Location: Food Components and Health LaboratoryTitle: Automated Guidance from Physiological Sensing to Reduce Thermal-Work Strain Levels on a Novel Task
|BULLER, MARK - Us Army Research Institute Of Environmental Medicine|
|WELLES, ALEXANDER - Us Army Research Institute Of Environmental Medicine|
|STEVENS, MICHELLE - University Of Maryland|
|LEGER, JAYME - University Of Maryland|
|GRIBOJ, ANDREI - University Of Tennessee|
Submitted to: Meeting Proceedings
Publication Type: Proceedings
Publication Acceptance Date: 5/23/2015
Publication Date: N/A
Interpretive Summary: Today, wearable physiological monitors are becoming common place. The daily use of these devices along with smart phones offers the possibility of determining and tracking health state. Automated human health-state monitoring aims to identify when an individual moves from a healthy to a compromised state. For example, changes in diet or physical activity can lead to life-threatening hypo or hyperglycemia in diabetics. In healthy individuals, heavy exertion in hot climates can quickly lead to life threatening over heating and subsequent heat stress or stroke. This study used an software application based on a mathematical model of work load and responses in body temperature. The system estimated an individual’s thermal-work strain health state using measures of heart rate alone and utilized a technique to provide pacing advice based upon an individual’s current thermal-work strain state, overall task goal and thermal safety constraints. The goal of this study was to examine whether this combination of techniques would 1) prevent instances of hyperthermia, and 2) allow individuals to complete the task with less thermal-work strain.

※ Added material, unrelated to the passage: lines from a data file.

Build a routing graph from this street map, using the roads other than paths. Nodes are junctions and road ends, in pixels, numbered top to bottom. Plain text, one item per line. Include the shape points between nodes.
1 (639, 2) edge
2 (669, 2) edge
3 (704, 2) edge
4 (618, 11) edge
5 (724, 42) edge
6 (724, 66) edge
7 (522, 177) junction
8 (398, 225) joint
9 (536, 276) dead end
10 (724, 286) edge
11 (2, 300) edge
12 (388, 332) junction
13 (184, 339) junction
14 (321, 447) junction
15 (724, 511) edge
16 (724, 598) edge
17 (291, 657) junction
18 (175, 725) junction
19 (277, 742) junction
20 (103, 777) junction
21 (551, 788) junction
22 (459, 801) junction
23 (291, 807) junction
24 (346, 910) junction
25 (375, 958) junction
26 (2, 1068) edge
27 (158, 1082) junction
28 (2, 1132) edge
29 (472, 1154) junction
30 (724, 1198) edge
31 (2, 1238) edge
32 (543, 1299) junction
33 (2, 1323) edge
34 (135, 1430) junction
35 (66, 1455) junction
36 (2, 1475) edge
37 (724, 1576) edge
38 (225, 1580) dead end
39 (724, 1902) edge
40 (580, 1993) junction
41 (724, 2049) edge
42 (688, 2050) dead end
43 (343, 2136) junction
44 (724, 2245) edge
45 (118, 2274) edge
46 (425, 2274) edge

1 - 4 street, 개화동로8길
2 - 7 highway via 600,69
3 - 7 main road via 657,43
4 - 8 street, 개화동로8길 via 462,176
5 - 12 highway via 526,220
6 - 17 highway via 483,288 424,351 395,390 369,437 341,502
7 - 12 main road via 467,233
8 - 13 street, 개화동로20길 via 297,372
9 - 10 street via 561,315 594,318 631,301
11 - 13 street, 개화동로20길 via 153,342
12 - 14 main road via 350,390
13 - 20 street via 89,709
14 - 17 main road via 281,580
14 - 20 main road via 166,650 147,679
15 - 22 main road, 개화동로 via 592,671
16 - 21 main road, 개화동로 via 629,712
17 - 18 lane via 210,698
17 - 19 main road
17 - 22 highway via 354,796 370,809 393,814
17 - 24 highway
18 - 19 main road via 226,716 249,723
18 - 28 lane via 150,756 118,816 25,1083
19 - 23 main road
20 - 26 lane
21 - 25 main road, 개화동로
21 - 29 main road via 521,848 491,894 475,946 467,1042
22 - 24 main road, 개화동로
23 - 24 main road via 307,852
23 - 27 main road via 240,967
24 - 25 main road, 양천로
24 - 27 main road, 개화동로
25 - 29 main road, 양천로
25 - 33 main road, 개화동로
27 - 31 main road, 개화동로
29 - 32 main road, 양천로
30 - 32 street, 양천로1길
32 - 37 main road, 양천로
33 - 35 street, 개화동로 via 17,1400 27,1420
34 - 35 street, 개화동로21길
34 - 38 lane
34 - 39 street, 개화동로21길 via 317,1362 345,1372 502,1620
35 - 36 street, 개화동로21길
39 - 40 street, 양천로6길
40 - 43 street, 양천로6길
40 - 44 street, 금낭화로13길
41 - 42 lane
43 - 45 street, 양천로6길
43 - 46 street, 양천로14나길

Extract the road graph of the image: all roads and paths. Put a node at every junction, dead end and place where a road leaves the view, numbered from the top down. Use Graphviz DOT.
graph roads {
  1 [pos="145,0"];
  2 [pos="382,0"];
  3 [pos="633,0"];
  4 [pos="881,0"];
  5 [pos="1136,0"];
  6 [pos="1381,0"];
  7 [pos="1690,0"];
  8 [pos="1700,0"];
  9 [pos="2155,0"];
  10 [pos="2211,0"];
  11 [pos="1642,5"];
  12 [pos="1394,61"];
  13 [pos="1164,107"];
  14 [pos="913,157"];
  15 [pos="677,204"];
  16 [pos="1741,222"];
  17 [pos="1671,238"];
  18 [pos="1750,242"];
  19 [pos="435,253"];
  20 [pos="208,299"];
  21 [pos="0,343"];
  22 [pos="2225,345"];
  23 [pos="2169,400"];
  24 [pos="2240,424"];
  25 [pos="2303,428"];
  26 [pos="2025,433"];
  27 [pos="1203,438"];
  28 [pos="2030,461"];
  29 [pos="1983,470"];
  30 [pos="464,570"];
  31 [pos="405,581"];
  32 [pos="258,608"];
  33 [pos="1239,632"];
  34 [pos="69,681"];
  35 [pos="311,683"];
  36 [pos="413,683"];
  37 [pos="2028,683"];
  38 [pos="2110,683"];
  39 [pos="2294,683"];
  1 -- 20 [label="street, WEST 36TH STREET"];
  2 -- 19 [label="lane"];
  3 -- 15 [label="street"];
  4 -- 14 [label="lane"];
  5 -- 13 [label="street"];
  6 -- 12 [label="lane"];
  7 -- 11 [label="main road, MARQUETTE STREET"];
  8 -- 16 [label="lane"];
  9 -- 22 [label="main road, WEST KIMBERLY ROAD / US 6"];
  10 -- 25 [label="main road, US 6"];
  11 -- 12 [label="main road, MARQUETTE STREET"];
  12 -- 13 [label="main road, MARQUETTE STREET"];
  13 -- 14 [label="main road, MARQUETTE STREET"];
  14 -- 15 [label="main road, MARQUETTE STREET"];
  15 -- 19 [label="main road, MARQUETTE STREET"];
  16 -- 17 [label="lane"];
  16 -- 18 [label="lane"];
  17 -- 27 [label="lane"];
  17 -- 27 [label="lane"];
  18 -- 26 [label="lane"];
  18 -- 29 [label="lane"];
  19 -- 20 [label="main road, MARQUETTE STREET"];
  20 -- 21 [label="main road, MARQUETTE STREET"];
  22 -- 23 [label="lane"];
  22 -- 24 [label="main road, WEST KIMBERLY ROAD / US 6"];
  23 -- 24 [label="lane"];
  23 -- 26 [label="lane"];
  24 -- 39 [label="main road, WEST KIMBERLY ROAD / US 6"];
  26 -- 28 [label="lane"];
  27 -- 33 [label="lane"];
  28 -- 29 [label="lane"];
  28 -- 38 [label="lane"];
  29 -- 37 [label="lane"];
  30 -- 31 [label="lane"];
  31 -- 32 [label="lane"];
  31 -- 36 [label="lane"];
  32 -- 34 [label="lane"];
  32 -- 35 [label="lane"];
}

Technical Abstract: This experiment demonstrated that automated pace guidance generated from real-time physiological monitoring allowed least stressful completion of a timed (60 minute limit) 5 mile treadmill exercise. An optimal pacing policy was estimated from a Markov decision process that balanced the goals of the movement task and the thermal-work strain safety constraints. The machine guided pace was based on current physiological strain index (PSI), the time, and the distance completed already. Sixteen healthy and fit young subjects participated in the study (11 men, 5 women). Each participated in an unguided exercise session followed by a guided one. In the unguided session, they were instructed to complete 5 miles in 60 minutes and to try to finish at the lowest body temperature possible; in guided sessions, participants were instructed to match machine-provided guidance within 2 minute epochs. Continuous real-time measures of heart rate and core body temperature were obtained from a wearable Hidalgo EquivitalTM EQ-02 and the MiniMitter Jonah thermometer pill. Of the sixteen subjects, 15 completed 5 miles in one hour for the unguided session; at least three different self-pacing strategies were observed, with an alternating speed proving to be most effective. In the guided sessions, 6 subjects were stopped: 3 for exceeding a Tcore of 39.5 C and 3 were due to incorrect machine-guidance. One very well trained subject matched the machine guided outcome of optimized final thermal state, indicating that machine guided advice was useful to improving outcomes for performers of an unfamiliar task.